Occorre continuità del supporto anche nel passaggio alla maggiore età
L’esperienza quotidiana nei territori mostra con chiarezza che il passaggio alla maggiore età è una fase delicatissima, soprattutto per chi non ha una rete familiare. È proprio in questo momento che la continuità del supporto fa la differenza tra un percorso che si consolida e uno che si interrompe. Con il rischio di scivolare in condizioni di vulnerabilità e marginalità, che portano con sé il rischio di ricadute nello sfruttamento.

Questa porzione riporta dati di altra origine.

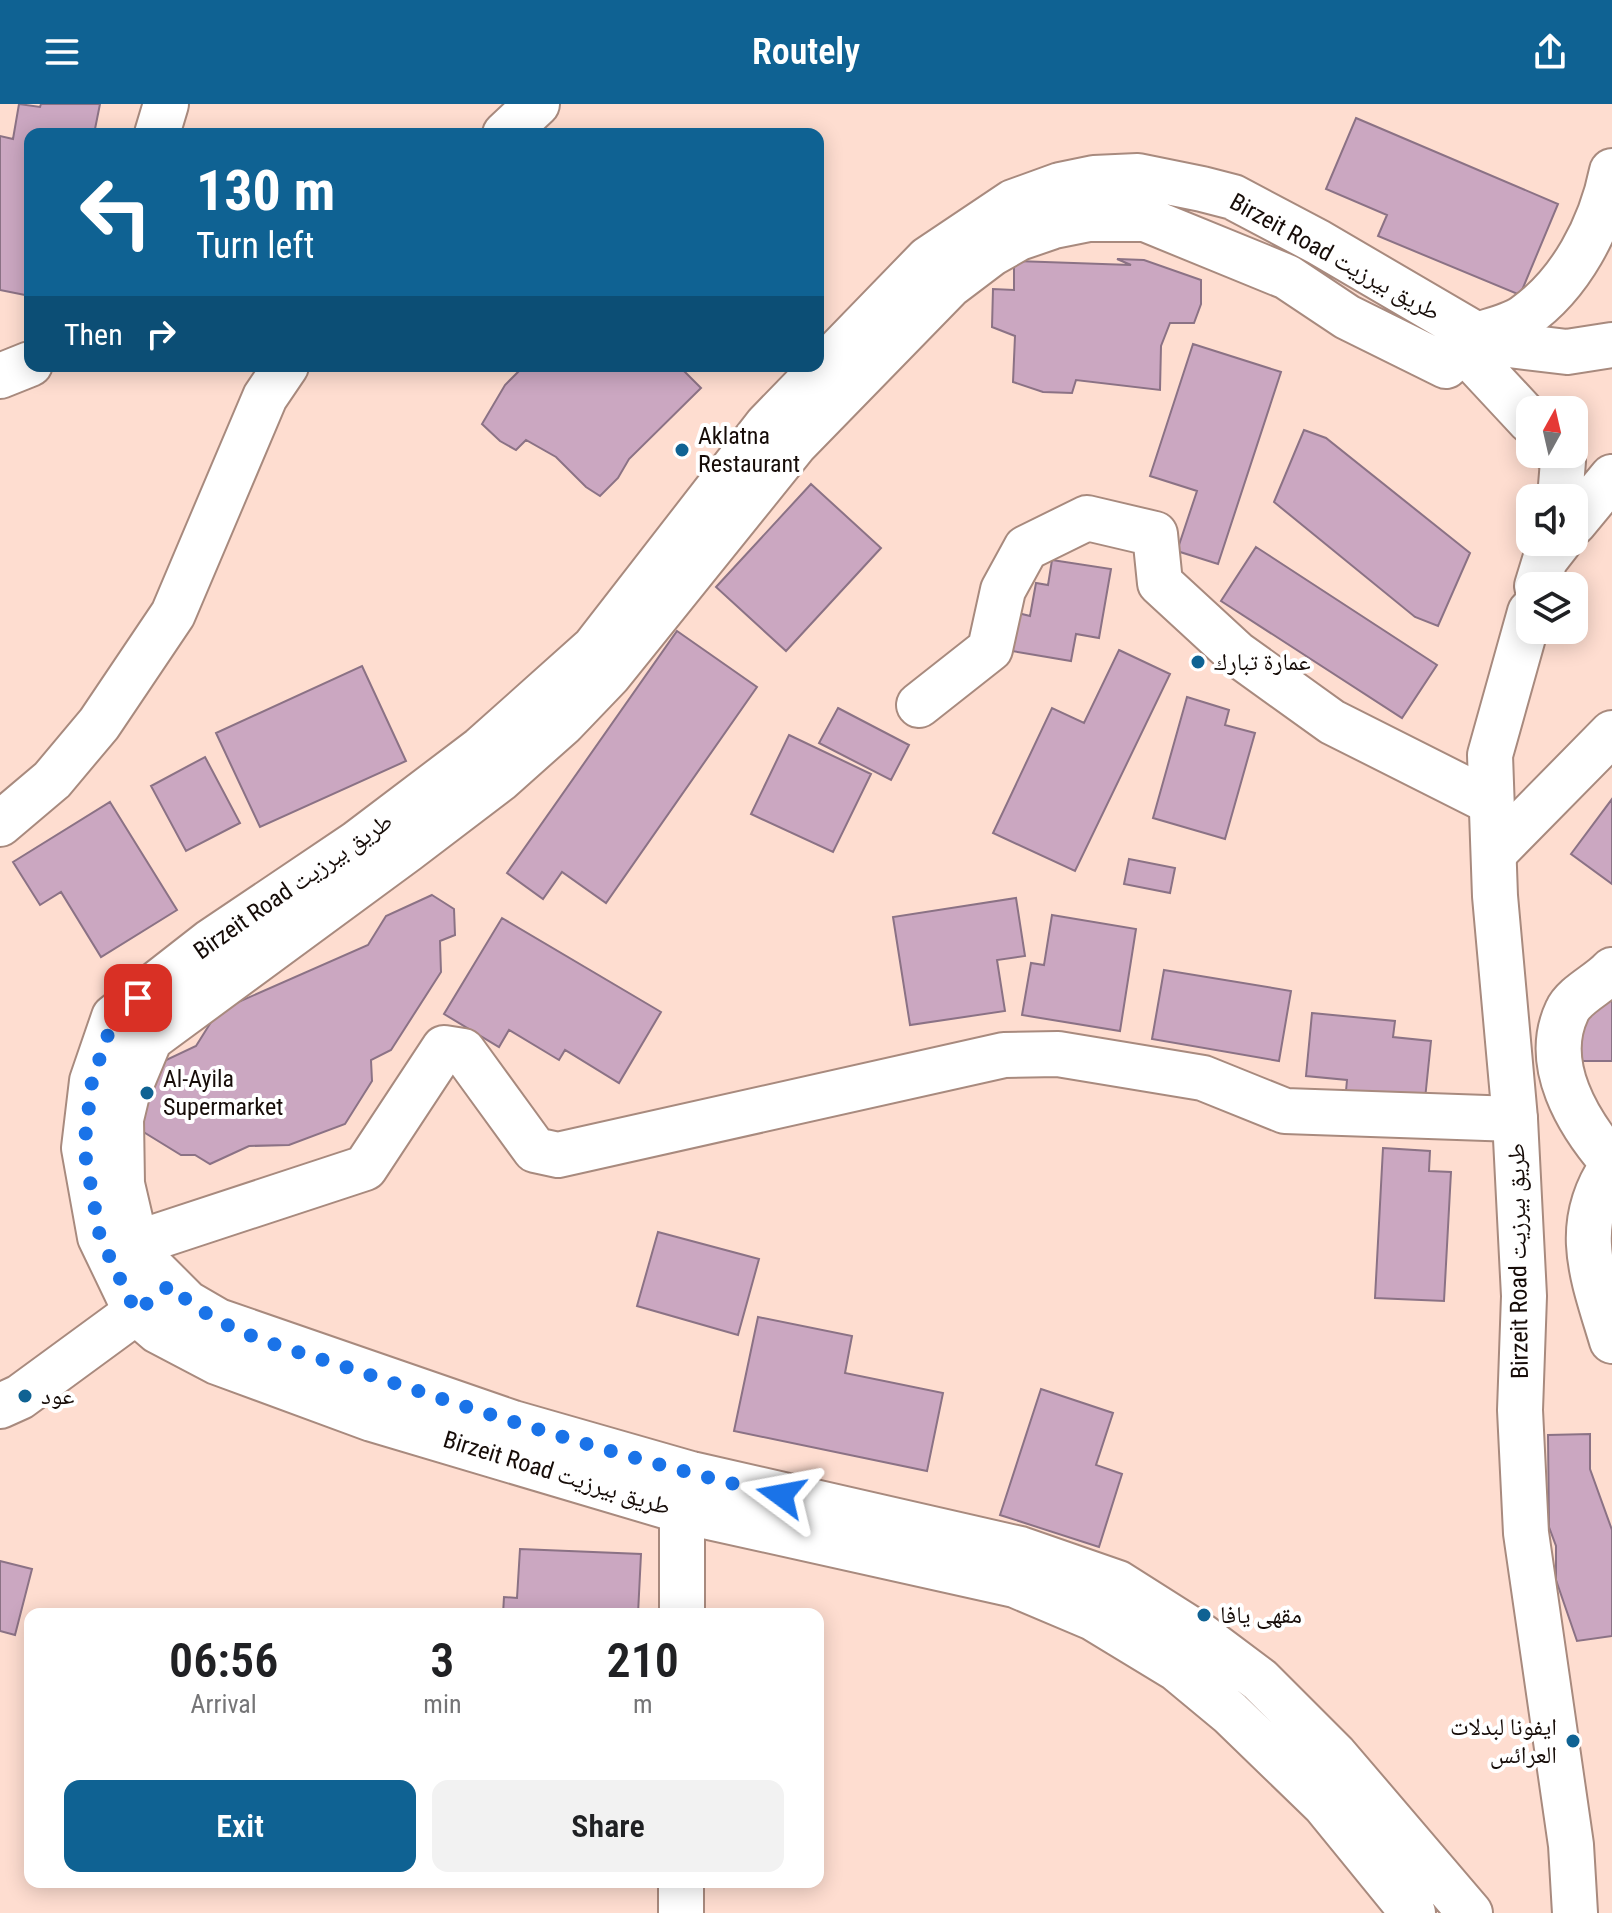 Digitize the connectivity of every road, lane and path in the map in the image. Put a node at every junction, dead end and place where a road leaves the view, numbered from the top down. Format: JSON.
{"nodes":[{"id":1,"x":166,"y":104,"type":"edge"},
{"id":2,"x":537,"y":104,"type":"edge"},
{"id":3,"x":159,"y":128,"type":"edge"},
{"id":4,"x":511,"y":128,"type":"edge"},
{"id":5,"x":1612,"y":171,"type":"edge"},
{"id":6,"x":1477,"y":335,"type":"junction"},
{"id":7,"x":1612,"y":345,"type":"edge"},
{"id":8,"x":24,"y":366,"type":"edge"},
{"id":9,"x":282,"y":372,"type":"edge"},
{"id":10,"x":0,"y":376,"type":"edge"},
{"id":11,"x":1516,"y":406,"type":"edge"},
{"id":12,"x":781,"y":435,"type":"junction"},
{"id":13,"x":1612,"y":477,"type":"edge"},
{"id":14,"x":1588,"y":506,"type":"edge"},
{"id":15,"x":1521,"y":644,"type":"edge"},
{"id":16,"x":919,"y":705,"type":"dead end"},
{"id":17,"x":1612,"y":733,"type":"edge"},
{"id":18,"x":1491,"y":802,"type":"junction"},
{"id":19,"x":0,"y":824,"type":"edge"},
{"id":20,"x":1494,"y":853,"type":"junction"},
{"id":21,"x":1612,"y":970,"type":"edge"},
{"id":22,"x":1515,"y":1119,"type":"junction"},
{"id":23,"x":1612,"y":1164,"type":"edge"},
{"id":24,"x":1612,"y":1211,"type":"edge"},
{"id":25,"x":137,"y":1243,"type":"junction"},
{"id":26,"x":1612,"y":1277,"type":"edge"},
{"id":27,"x":170,"y":1285,"type":"junction"},
{"id":28,"x":136,"y":1312,"type":"junction"},
{"id":29,"x":1612,"y":1341,"type":"edge"},
{"id":30,"x":0,"y":1406,"type":"edge"},
{"id":31,"x":682,"y":1511,"type":"junction"},
{"id":32,"x":682,"y":1608,"type":"edge"},
{"id":33,"x":1571,"y":1845,"type":"junction"},
{"id":34,"x":681,"y":1888,"type":"edge"},
{"id":35,"x":681,"y":1913,"type":"edge"},
{"id":36,"x":1413,"y":1913,"type":"edge"},
{"id":37,"x":1470,"y":1913,"type":"edge"},
{"id":38,"x":1575,"y":1913,"type":"edge"},
{"id":39,"x":1600,"y":1913,"type":"edge"}],
"edges":[{"from":1,"to":3,"type":"main road"},
{"from":2,"to":4,"type":"main road"},
{"from":5,"to":6,"type":"main road"},
{"from":6,"to":7,"type":"main road"},
{"from":6,"to":11,"type":"main road"},
{"from":6,"to":12,"type":"main road"},
{"from":8,"to":10,"type":"main road"},
{"from":9,"to":19,"type":"main road"},
{"from":12,"to":25,"type":"main road"},
{"from":12,"to":28,"type":"main road","name":"Birzeit Road طريق بيرزيت"},
{"from":13,"to":14,"type":"main road"},
{"from":15,"to":18,"type":"main road","name":"Birzeit Road طريق بيرزيت"},
{"from":16,"to":18,"type":"main road"},
{"from":17,"to":20,"type":"main road"},
{"from":18,"to":20,"type":"main road","name":"Birzeit Road طريق بيرزيت"},
{"from":20,"to":22,"type":"main road","name":"Birzeit Road طريق بيرزيت"},
{"from":21,"to":23,"type":"main road"},
{"from":22,"to":25,"type":"main road"},
{"from":22,"to":33,"type":"main road","name":"Birzeit Road طريق بيرزيت"},
{"from":23,"to":29,"type":"main road"},
{"from":24,"to":26,"type":"main road"},
{"from":25,"to":27,"type":"main road"},
{"from":27,"to":28,"type":"main road"},
{"from":27,"to":37,"type":"main road"},
{"from":28,"to":30,"type":"main road"},
{"from":28,"to":31,"type":"main road","name":"Birzeit Road طريق بيرزيت"},
{"from":31,"to":32,"type":"main road"},
{"from":31,"to":36,"type":"main road","name":"Birzeit Road طريق بيرزيت"},
{"from":33,"to":38,"type":"main road","name":"Birzeit Road طريق بيرزيت"},
{"from":33,"to":39,"type":"main road"},
{"from":34,"to":35,"type":"main road"}]}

Più garanzie nei casi di rimpatrio assistito
Preoccupano inoltre le modifiche previste in materia di rimpatrio assistito, che spostano il baricentro decisionale dall’autorità giudiziaria a quella amministrativa. Si tratta di decisioni che incidono profondamente sui diritti e sul futuro dei minori. E che richiedono, per loro natura, le massime garanzie e un’attenzione piena al superiore interesse del minore.
Attuazione del Patto europeo sulla migrazione. Altre riduzioni delle tutele
Il Ddl contiene anche lo schema di legge delega relativo all’attuazione dei regolamenti e della direttiva discendenti dal Patto europeo sulla migrazione e l’asilo. Un complesso di disposizioni che può avere un impatto di forte riduzione delle tutele per i minori non accompagnati. In particolare, in termini di procedure accelerate, qualità della tutela e trattenimento durante le procedure di screening dopo l’arrivo.

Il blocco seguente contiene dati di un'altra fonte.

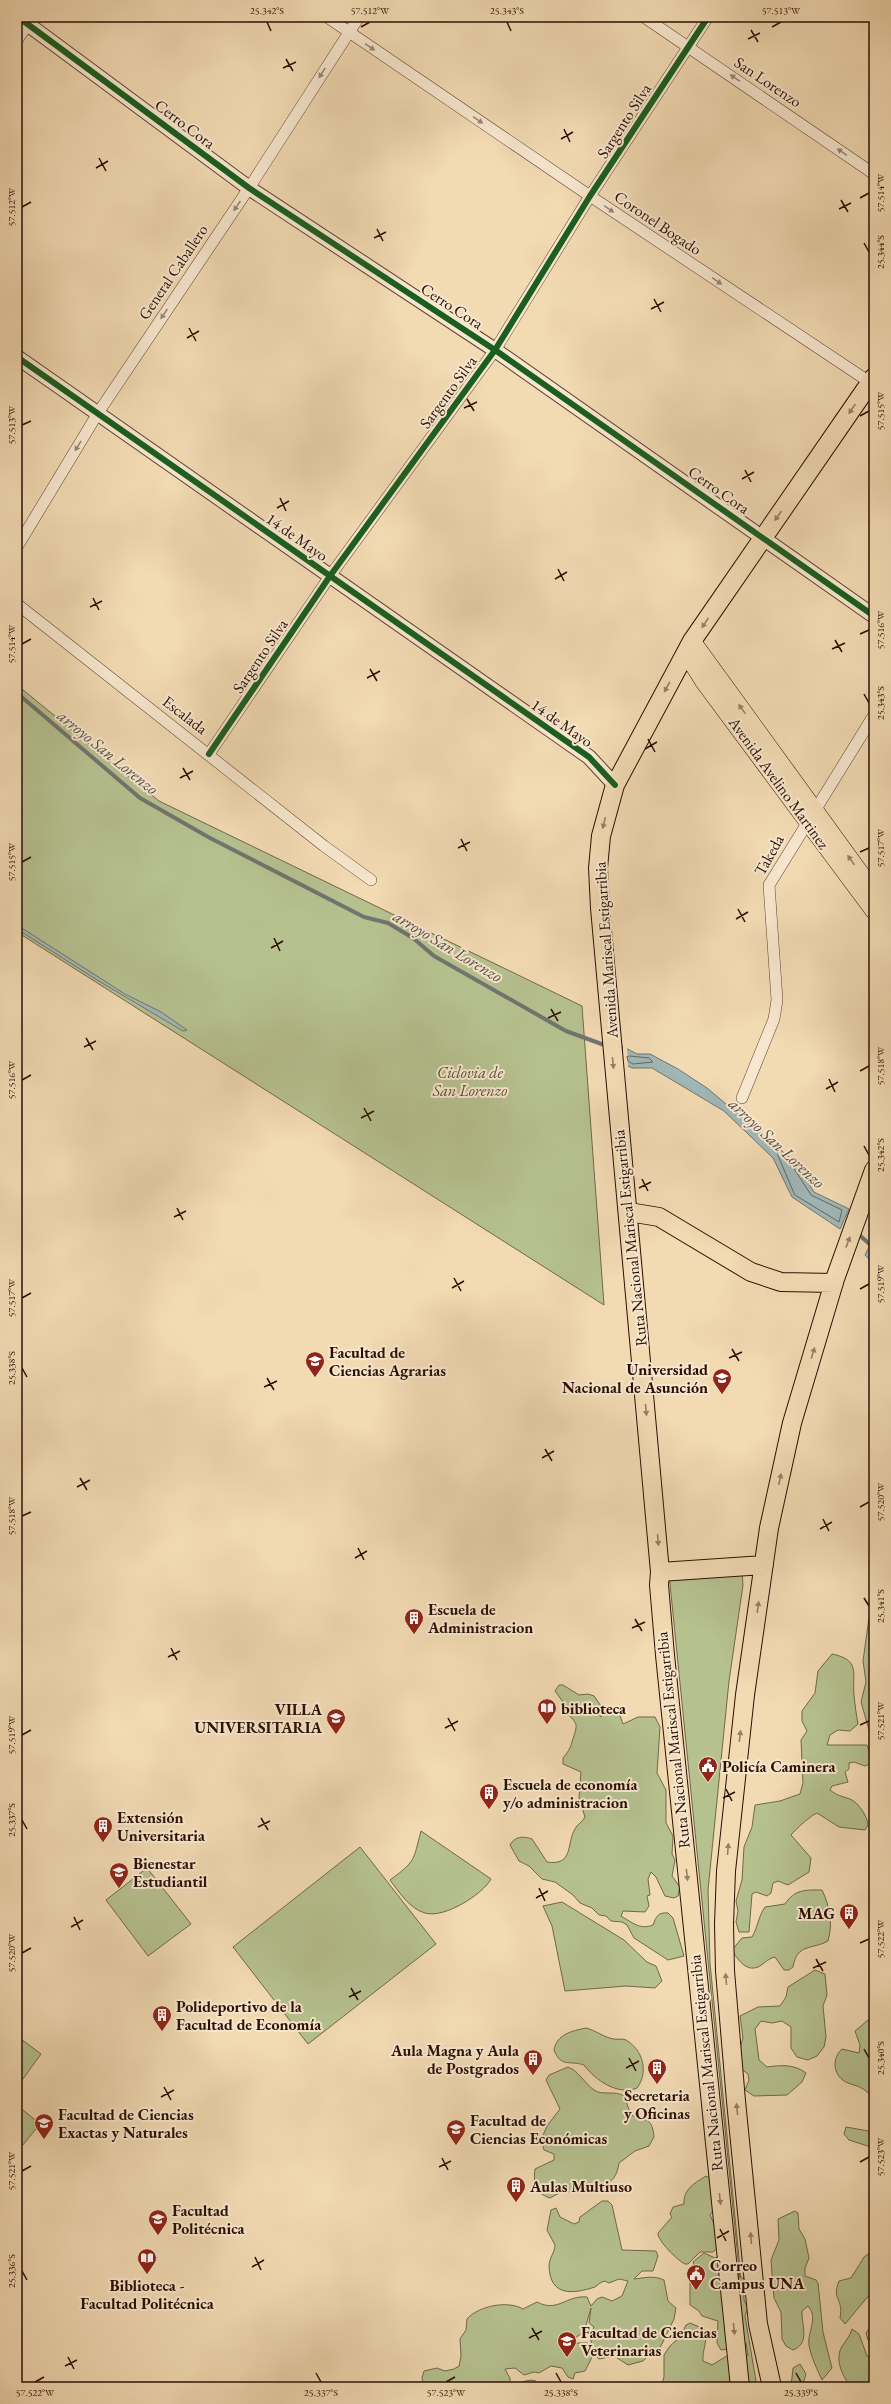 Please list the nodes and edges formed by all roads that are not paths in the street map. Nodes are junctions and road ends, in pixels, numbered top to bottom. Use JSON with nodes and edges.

Per i minori sistema di tutele da rafforzare
Forti dell’esperienza maturata sul campo, le organizzazioni firmatarie si rivolgono al Governo, promotore del Ddl, e al Parlamento, che dovrà esaminarlo. Chiedendo che la discussione del provvedimento rappresenti un’occasione per rafforzare, e non ridurre, la qualità del sistema di tutela.
Di qui le richieste:
- preservare il prosieguo amministrativo, mantenendo la possibilità di una valutazione caso per caso fino ai 21 anni. E di richiederlo anche dopo il compimento del diciottesimo anno di età
- tutelare le garanzie procedurali e il diritto all’ascolto dei giovani coinvolti
- mantenere in capo al Tribunale per i minorenni la competenza a decidere sul rimpatrio assistito
- assicurare la piena tutela dei minori non accompagnati sin dal momento del loro arrivo in Italia. In attuazione del Patto europeo sulla migrazione e l’asilo
La sfida, secondo le associazioni, non si gioca sulle norme, ma sui percorsi reali. Quelli di ragazzi e ragazze che stanno cercando di diventare autonomi. Di trovare il proprio posto nella società in cui vivono. E di dare il proprio contributo al suo sviluppo.